----- Material for this exercise -----

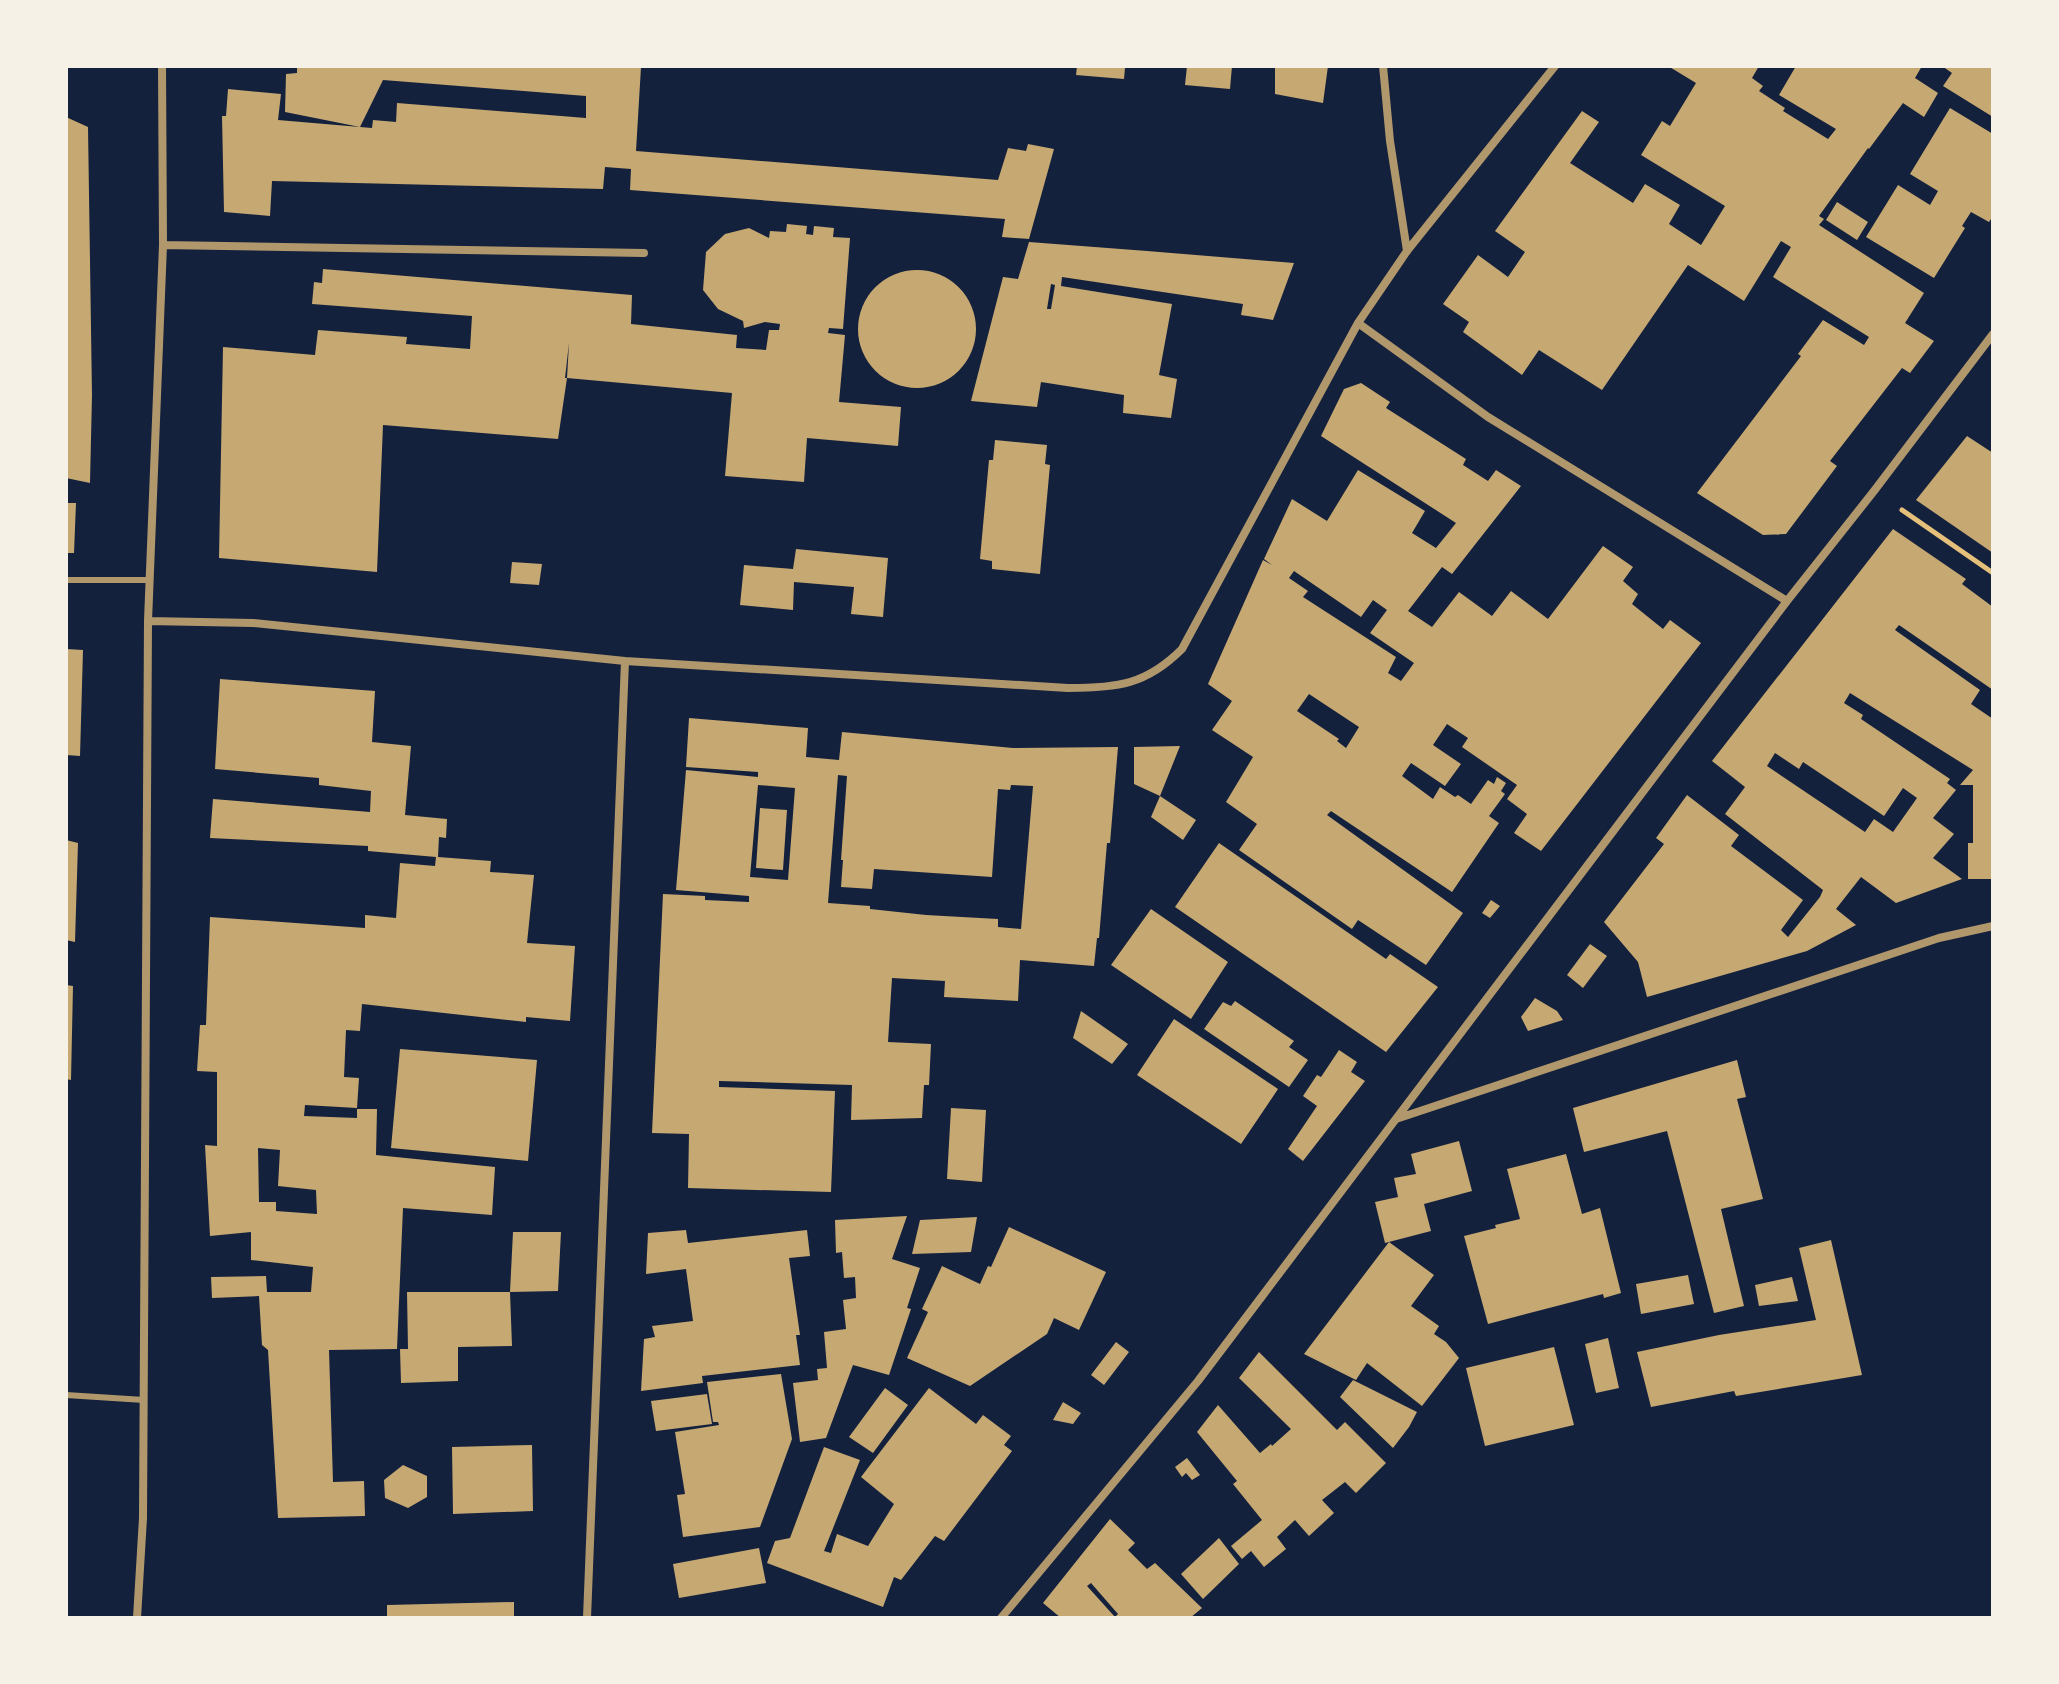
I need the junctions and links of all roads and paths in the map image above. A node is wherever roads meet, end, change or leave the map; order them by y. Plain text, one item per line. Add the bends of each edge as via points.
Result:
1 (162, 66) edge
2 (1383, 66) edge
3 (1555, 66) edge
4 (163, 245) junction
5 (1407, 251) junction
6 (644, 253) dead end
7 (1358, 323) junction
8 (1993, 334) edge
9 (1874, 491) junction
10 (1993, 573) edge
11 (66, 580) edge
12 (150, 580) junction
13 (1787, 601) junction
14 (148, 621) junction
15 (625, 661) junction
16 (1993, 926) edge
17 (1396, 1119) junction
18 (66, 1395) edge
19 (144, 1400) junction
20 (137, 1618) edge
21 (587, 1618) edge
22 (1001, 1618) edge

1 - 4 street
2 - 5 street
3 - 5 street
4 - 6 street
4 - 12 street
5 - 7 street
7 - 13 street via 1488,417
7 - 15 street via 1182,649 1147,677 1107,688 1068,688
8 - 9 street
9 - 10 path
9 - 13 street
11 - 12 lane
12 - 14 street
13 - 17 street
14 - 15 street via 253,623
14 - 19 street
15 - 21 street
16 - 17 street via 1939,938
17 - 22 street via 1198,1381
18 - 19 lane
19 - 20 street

-----
----- Material for this exercise -----

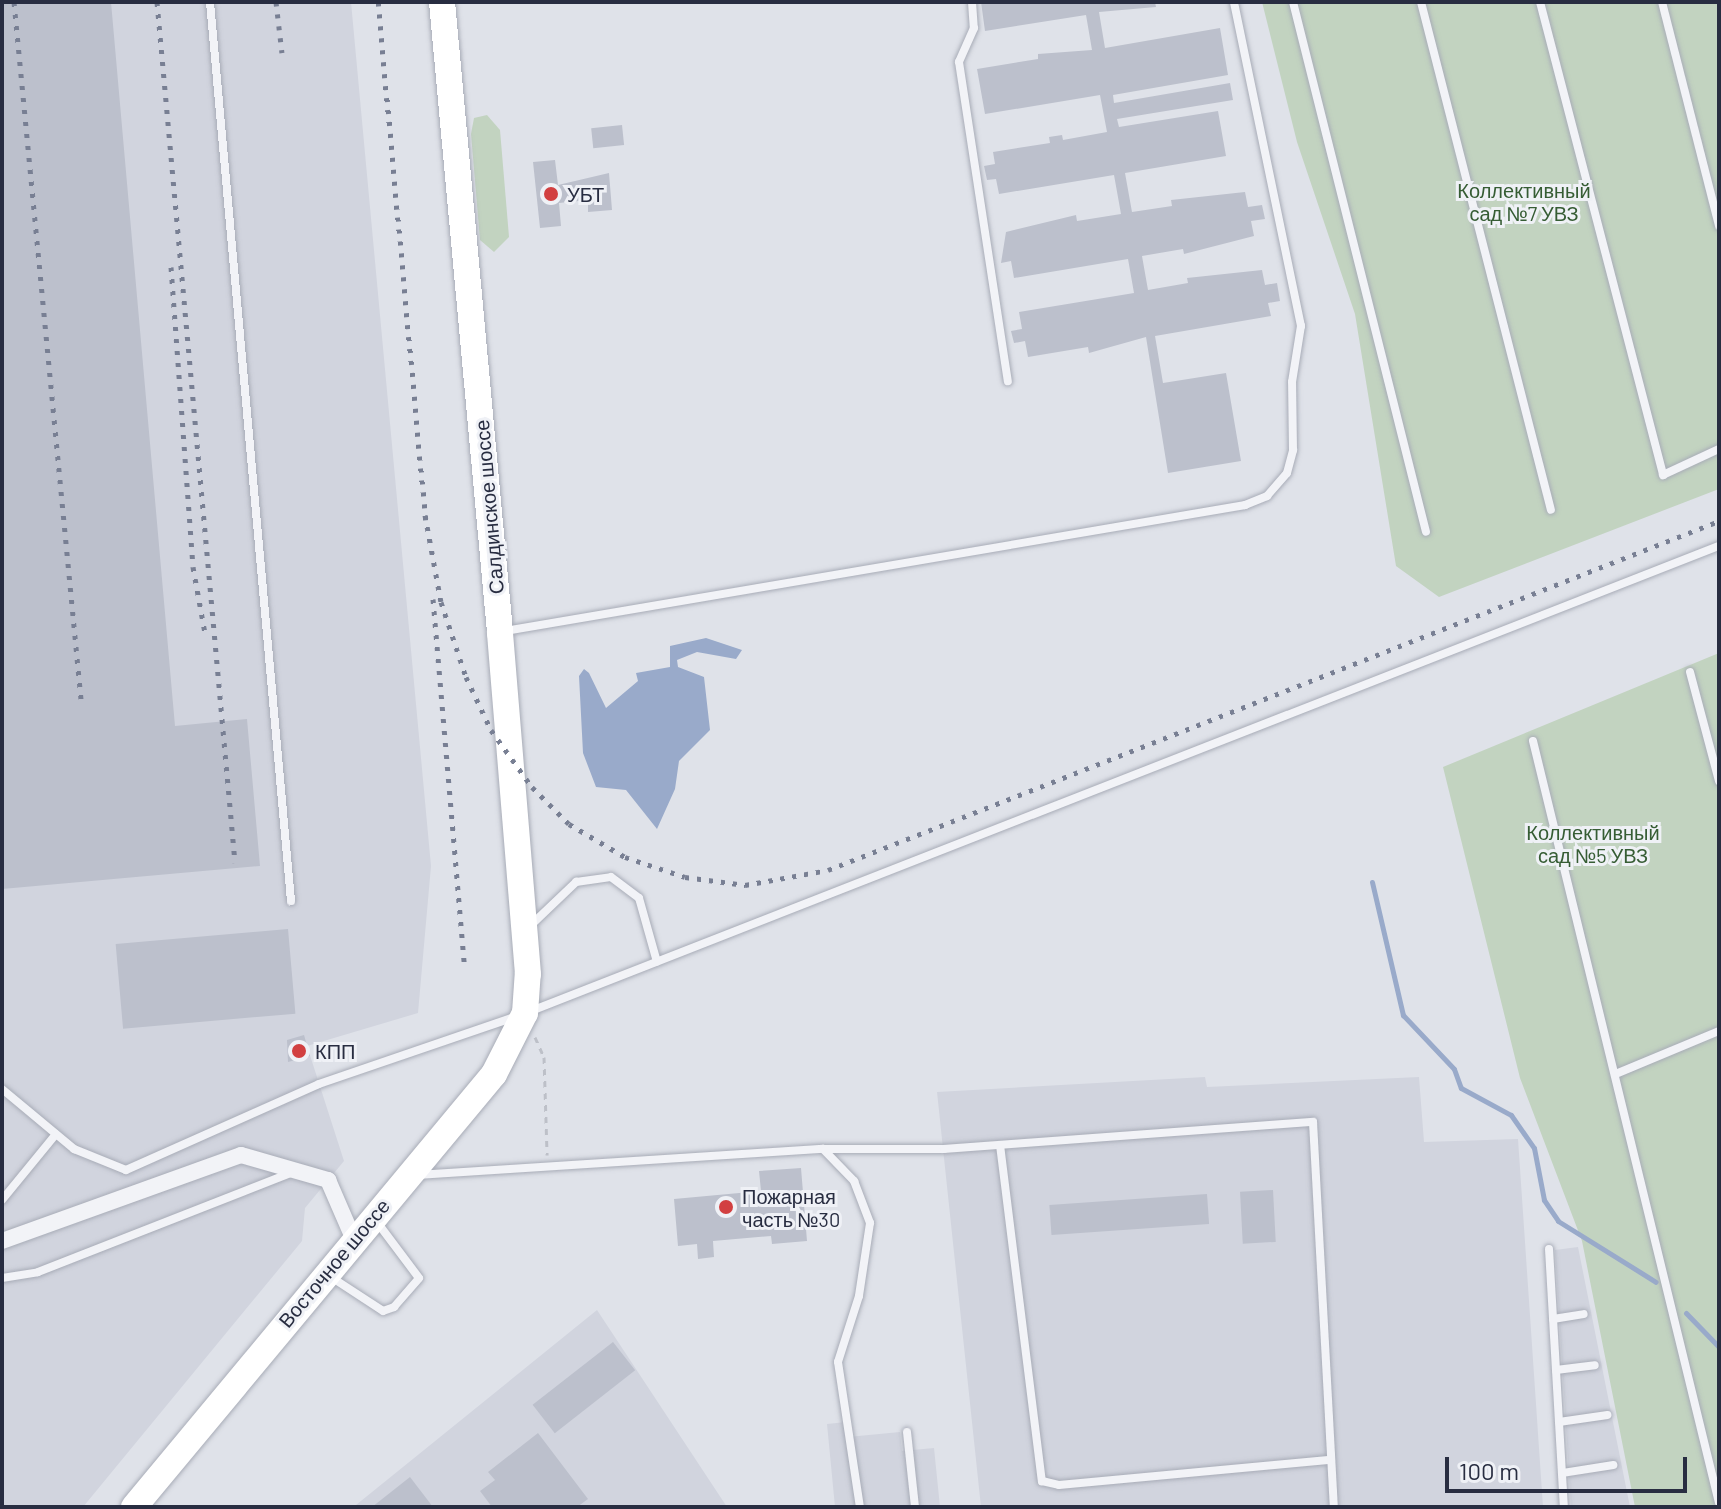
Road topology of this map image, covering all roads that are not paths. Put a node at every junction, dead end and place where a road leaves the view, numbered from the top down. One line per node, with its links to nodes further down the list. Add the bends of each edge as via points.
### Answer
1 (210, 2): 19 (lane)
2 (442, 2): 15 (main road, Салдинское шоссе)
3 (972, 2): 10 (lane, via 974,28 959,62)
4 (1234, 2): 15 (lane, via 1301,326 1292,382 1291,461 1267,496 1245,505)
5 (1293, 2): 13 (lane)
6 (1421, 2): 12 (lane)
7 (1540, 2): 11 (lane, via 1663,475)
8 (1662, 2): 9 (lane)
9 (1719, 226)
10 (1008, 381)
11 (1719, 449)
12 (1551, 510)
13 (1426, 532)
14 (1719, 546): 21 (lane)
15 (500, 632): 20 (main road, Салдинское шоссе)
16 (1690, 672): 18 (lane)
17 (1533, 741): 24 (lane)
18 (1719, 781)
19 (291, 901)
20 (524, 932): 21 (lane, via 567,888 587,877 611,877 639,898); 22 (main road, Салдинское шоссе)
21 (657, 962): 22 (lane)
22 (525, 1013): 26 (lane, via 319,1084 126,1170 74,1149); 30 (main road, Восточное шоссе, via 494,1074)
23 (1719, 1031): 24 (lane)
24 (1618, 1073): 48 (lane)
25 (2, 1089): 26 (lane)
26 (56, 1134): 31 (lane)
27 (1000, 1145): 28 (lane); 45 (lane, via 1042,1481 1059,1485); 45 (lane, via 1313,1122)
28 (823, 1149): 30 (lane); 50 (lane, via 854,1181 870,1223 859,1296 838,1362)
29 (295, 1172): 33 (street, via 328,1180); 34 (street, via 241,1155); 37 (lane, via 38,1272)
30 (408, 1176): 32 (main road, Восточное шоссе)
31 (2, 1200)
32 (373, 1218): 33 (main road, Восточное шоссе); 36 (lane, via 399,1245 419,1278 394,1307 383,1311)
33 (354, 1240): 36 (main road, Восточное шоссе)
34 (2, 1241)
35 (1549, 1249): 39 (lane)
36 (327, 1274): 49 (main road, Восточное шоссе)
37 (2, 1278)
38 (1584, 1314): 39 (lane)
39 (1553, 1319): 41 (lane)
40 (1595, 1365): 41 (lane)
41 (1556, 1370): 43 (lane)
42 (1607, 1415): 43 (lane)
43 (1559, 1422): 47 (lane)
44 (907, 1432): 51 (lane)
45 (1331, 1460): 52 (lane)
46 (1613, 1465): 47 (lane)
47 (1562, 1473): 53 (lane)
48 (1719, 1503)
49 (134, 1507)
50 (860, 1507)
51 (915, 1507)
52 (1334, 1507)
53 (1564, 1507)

-----

Exercise aim:
Show every line from the listing above in which the string "bends" appears.

Your solution:
I need the junctions and links of all roads and paths in the map image above. A node is wherever roads meet, end, change or leave the map; order them by y. Plain text, one item per line. Add the bends of each edge as via points.
Road topology of this map image, covering all roads that are not paths. Put a node at every junction, dead end and place where a road leaves the view, numbered from the top down. One line per node, with its links to nodes further down the list. Add the bends of each edge as via points.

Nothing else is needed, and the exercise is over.